Stored data:
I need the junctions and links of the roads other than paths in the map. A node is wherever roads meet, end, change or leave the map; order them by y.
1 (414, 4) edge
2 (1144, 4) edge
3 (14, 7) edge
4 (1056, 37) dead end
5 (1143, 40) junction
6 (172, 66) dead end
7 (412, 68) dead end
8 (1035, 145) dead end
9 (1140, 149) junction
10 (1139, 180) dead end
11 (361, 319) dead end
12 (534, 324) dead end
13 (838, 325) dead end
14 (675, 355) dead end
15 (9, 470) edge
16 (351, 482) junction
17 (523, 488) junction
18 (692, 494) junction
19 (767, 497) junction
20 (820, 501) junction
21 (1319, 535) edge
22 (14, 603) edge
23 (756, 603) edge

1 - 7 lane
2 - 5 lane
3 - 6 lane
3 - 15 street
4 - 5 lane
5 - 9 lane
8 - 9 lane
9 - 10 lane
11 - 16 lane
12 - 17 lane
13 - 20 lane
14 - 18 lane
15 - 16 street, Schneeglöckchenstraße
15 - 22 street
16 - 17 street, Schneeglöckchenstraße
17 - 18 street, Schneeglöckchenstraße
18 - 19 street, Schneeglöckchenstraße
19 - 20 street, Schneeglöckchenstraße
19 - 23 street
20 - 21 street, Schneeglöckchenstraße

--

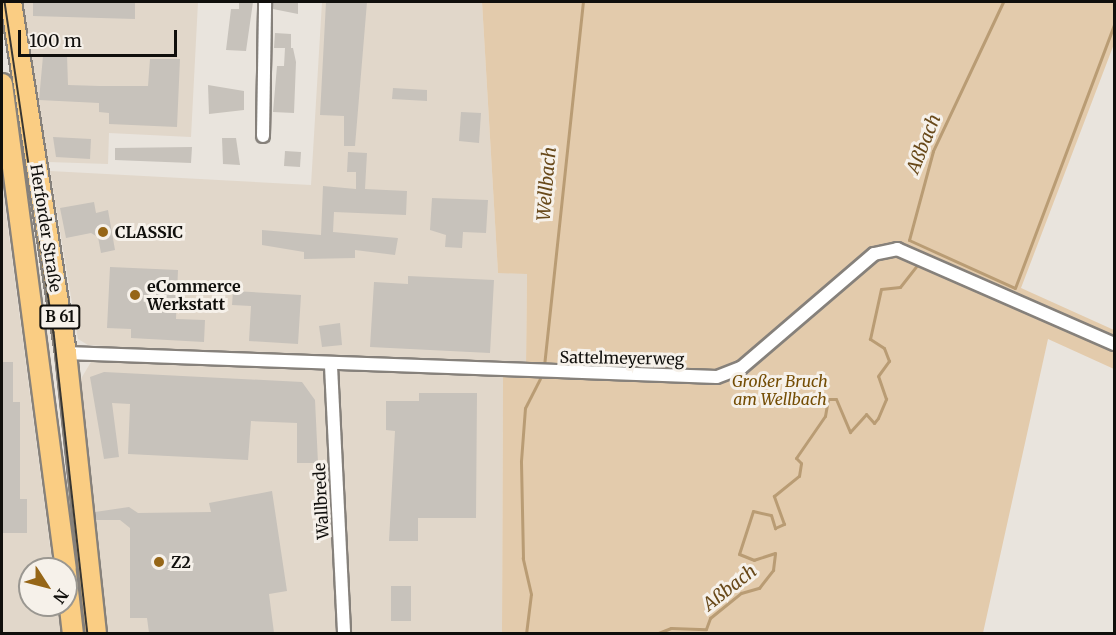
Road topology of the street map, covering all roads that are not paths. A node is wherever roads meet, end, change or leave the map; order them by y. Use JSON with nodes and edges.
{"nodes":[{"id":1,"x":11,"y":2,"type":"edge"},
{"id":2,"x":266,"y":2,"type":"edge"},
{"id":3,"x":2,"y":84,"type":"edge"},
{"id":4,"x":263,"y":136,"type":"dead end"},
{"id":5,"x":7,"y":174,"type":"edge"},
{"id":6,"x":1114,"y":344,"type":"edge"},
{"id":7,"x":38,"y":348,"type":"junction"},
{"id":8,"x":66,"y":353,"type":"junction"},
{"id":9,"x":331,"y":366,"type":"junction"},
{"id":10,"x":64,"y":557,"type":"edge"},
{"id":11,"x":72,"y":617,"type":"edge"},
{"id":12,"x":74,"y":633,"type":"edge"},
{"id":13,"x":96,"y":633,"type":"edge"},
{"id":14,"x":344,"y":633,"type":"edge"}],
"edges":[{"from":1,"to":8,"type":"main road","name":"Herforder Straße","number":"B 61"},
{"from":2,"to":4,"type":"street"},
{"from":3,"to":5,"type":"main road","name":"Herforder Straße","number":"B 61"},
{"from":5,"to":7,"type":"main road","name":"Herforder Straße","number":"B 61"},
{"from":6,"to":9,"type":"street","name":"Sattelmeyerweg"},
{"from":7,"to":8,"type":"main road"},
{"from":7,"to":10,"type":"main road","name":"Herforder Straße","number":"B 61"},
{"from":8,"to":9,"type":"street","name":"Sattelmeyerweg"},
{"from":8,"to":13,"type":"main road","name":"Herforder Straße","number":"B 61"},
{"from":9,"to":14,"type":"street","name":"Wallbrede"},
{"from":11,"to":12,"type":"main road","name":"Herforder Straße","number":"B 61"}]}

# YOUR ASSIGNMENT
Your answer must be a copy of every line in the data above that holds the string "Schneeglöckchenstraße".

# EXERCISE ANSWER
15 - 16 street, Schneeglöckchenstraße
16 - 17 street, Schneeglöckchenstraße
17 - 18 street, Schneeglöckchenstraße
18 - 19 street, Schneeglöckchenstraße
19 - 20 street, Schneeglöckchenstraße
20 - 21 street, Schneeglöckchenstraße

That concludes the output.